▶ Directions for this task
The whole listing below is to be copied exactly, with every picture left out.

▶ The data
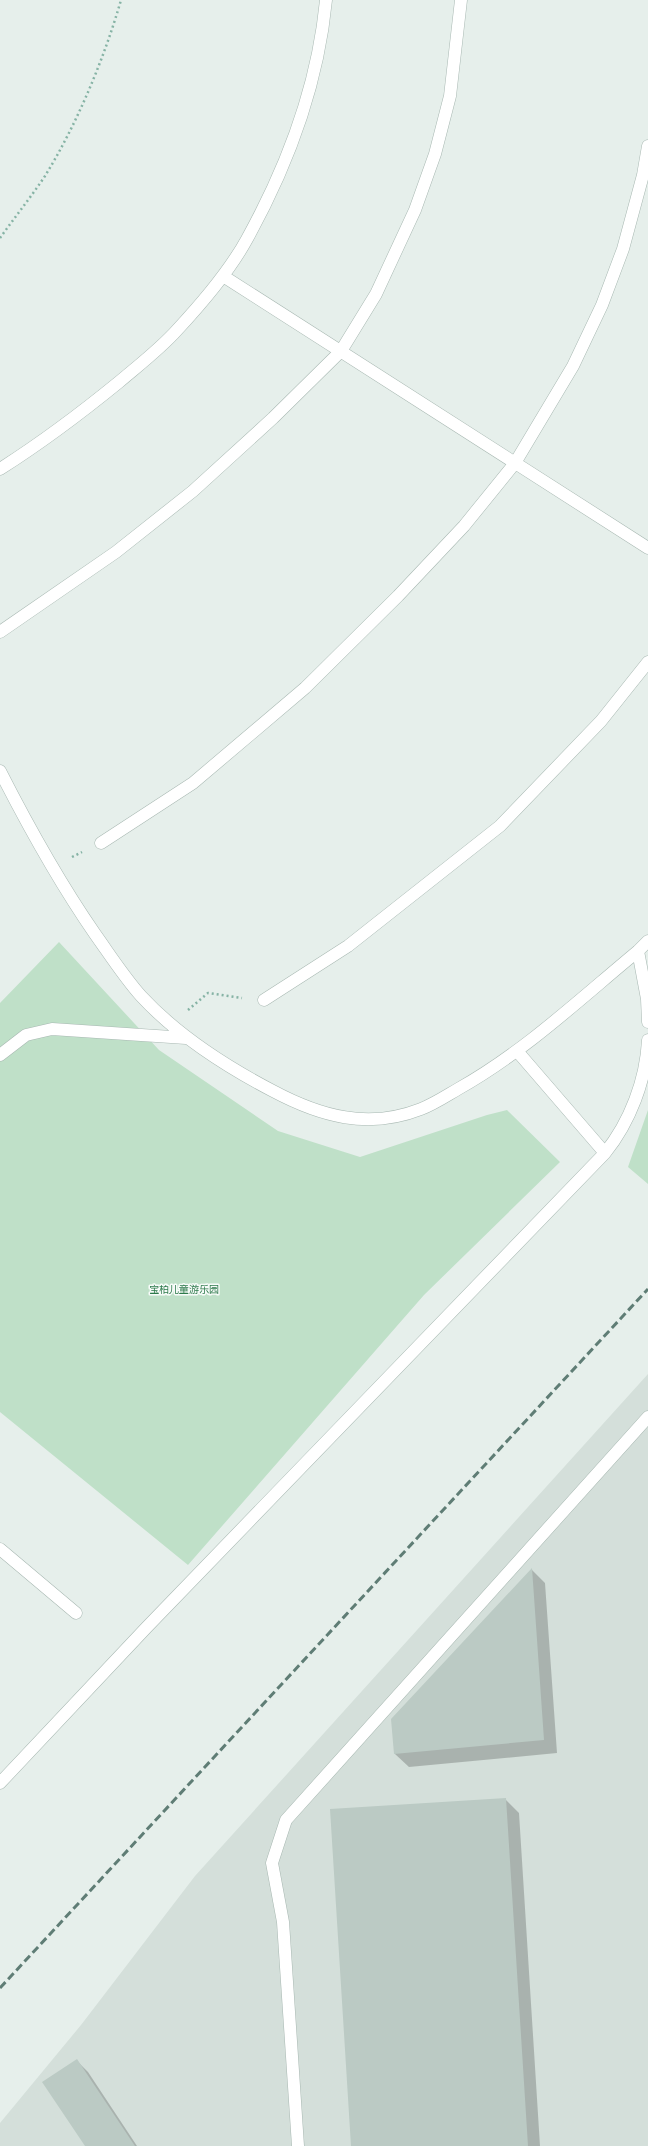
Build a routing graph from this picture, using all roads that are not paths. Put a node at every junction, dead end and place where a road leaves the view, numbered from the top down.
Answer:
1 (326, 0) edge
2 (461, 0) edge
3 (648, 146) edge
4 (223, 276) junction
5 (341, 351) junction
6 (515, 463) junction
7 (0, 470) edge
8 (648, 548) edge
9 (0, 632) edge
10 (648, 662) edge
11 (0, 772) edge
12 (101, 843) road end
13 (648, 941) edge
14 (638, 951) junction
15 (264, 1000) road end
16 (648, 1022) edge
17 (186, 1038) junction
18 (648, 1040) edge
19 (517, 1051) junction
20 (0, 1055) edge
21 (605, 1153) junction
22 (648, 1417) edge
23 (0, 1549) edge
24 (76, 1613) dead end
25 (0, 1783) edge
26 (298, 2146) edge

1 - 4 street
2 - 5 street
3 - 6 street
4 - 5 street
4 - 7 street
5 - 6 street
5 - 9 street
6 - 8 street
6 - 12 street
10 - 15 street
11 - 17 street
13 - 14 street
14 - 16 street
14 - 19 street
17 - 19 street
17 - 20 street
18 - 21 street
19 - 21 street
21 - 25 street
22 - 26 street
23 - 24 street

▶ Solution for this exercise
Build a routing graph from this picture, using all roads that are not paths. Put a node at every junction, dead end and place where a road leaves the view, numbered from the top down.
Answer:
1 (326, 0) edge
2 (461, 0) edge
3 (648, 146) edge
4 (223, 276) junction
5 (341, 351) junction
6 (515, 463) junction
7 (0, 470) edge
8 (648, 548) edge
9 (0, 632) edge
10 (648, 662) edge
11 (0, 772) edge
12 (101, 843) road end
13 (648, 941) edge
14 (638, 951) junction
15 (264, 1000) road end
16 (648, 1022) edge
17 (186, 1038) junction
18 (648, 1040) edge
19 (517, 1051) junction
20 (0, 1055) edge
21 (605, 1153) junction
22 (648, 1417) edge
23 (0, 1549) edge
24 (76, 1613) dead end
25 (0, 1783) edge
26 (298, 2146) edge

1 - 4 street
2 - 5 street
3 - 6 street
4 - 5 street
4 - 7 street
5 - 6 street
5 - 9 street
6 - 8 street
6 - 12 street
10 - 15 street
11 - 17 street
13 - 14 street
14 - 16 street
14 - 19 street
17 - 19 street
17 - 20 street
18 - 21 street
19 - 21 street
21 - 25 street
22 - 26 street
23 - 24 street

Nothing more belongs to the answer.